Sunday, August 17, 2025

Partnerships and Strategic Alliances


Introduction

This post explores the dynamics of strategic alliances, examining both the advantages and potential drawbacks they offer to participants. A strategic alliance is a collaborative arrangement, either within a company or between different companies, where all participants work to their common advantage, ultimately leading to improved total quality of products or services. The terms “strategic alliance” and “partnership” are used here interchangeably, though there is a slight difference: the partners in a strategic alliance work together while remaining separate entities, while partnering may include the formation of a new legal entity (a partnership) with shared assets and liabilities.
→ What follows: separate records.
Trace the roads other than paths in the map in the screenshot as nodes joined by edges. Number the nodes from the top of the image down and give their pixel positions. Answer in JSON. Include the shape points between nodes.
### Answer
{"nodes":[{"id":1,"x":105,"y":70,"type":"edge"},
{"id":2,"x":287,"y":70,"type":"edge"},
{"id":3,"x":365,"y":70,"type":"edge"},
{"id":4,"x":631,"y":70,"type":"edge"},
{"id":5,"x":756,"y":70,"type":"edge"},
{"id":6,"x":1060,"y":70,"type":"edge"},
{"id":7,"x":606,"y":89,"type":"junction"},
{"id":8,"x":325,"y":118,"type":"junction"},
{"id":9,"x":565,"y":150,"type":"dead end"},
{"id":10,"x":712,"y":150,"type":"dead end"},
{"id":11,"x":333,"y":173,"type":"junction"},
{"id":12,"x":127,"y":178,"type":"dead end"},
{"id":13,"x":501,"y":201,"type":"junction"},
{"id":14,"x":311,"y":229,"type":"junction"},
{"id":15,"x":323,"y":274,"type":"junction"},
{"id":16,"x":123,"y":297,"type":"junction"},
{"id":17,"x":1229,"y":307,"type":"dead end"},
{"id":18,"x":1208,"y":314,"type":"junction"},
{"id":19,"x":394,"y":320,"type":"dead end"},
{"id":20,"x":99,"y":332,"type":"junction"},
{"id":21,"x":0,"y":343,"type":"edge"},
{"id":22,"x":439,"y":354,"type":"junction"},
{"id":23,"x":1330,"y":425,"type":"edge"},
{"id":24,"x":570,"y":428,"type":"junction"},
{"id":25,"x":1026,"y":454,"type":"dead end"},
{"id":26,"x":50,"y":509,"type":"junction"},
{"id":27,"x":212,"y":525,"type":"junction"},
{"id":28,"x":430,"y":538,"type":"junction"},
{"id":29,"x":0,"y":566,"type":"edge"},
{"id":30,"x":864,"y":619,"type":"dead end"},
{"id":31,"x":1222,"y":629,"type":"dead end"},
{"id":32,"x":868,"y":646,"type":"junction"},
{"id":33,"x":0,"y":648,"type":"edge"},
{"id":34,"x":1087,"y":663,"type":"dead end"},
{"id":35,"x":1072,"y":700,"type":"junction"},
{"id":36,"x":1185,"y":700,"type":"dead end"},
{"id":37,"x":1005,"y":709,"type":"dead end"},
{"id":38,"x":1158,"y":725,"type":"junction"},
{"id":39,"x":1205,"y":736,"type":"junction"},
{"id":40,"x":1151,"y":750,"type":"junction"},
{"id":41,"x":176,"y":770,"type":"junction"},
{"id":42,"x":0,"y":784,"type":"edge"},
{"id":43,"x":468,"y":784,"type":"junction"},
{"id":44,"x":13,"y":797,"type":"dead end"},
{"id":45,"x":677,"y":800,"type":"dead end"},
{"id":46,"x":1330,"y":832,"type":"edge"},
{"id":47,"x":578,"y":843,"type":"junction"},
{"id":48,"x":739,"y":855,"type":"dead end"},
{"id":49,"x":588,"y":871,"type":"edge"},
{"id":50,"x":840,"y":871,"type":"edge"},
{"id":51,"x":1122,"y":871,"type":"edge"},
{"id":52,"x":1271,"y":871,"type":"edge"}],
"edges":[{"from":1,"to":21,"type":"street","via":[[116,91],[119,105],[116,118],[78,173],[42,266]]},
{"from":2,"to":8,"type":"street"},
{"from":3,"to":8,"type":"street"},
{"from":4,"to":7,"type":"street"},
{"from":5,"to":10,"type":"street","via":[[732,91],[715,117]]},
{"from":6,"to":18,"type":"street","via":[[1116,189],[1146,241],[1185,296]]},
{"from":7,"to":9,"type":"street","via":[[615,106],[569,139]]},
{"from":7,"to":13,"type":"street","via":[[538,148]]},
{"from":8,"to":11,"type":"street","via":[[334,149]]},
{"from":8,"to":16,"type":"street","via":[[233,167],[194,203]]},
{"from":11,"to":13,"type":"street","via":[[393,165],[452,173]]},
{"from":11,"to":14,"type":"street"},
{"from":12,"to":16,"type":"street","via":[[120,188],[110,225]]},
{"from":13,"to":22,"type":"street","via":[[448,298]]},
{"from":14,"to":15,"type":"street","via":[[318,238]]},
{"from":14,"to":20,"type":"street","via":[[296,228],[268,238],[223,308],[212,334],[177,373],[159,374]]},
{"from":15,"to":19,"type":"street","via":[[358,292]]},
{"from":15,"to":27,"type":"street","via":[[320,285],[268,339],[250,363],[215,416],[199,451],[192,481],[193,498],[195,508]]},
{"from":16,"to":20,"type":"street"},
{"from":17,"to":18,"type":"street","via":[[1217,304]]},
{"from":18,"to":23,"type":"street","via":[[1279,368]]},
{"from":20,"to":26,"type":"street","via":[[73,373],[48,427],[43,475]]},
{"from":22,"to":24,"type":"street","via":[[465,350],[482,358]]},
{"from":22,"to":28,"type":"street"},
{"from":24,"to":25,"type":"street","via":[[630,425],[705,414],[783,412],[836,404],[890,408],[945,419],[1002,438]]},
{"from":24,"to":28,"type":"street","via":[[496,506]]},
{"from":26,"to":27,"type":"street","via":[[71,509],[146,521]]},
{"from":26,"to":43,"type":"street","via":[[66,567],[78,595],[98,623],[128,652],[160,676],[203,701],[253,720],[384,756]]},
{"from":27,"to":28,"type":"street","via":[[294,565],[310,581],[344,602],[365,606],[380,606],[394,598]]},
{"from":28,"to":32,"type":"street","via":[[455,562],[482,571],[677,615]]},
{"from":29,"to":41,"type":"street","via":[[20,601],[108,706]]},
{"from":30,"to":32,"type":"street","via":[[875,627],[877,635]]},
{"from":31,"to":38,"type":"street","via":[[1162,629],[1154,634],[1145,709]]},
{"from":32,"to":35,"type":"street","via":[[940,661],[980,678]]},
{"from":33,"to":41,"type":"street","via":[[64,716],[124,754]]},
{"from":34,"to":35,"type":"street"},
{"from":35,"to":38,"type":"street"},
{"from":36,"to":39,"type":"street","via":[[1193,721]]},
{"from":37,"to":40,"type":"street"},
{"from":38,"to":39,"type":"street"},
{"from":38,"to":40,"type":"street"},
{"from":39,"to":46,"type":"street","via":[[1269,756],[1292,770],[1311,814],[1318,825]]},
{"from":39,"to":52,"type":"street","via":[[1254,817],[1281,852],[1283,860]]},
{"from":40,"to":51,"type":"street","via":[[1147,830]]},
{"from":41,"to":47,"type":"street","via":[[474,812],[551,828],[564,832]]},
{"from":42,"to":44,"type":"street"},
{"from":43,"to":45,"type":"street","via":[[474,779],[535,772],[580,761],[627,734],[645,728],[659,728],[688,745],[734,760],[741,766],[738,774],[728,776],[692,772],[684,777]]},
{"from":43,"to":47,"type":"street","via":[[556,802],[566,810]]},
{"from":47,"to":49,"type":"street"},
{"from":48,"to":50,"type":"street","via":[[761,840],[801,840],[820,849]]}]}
We begin by covering internal partnerships, with particular attention paid to partnerships between teams. Next, external partnerships are discussed, and an example of a global supplier partnership is covered. Finally, some of the partnerships formed by my former employer are described to illustrate these concepts in practice.


Internal Partnerships

Internal partnerships can be between employees, between management and employees, or between teams. “Partnering should begin at home” (Goetsch & Davis, p. 70). Employees and managers can work together in many ways, including problem-solving teams and brainstorming sessions.

Partnerships between teams within an organization permits ideas and technologies to be shared between them. Such partnerships may also reveal redundancies between the teams. When this happens, the teams could be merged or reorganized to either eliminate the redundant parts or have the redundant parts working together.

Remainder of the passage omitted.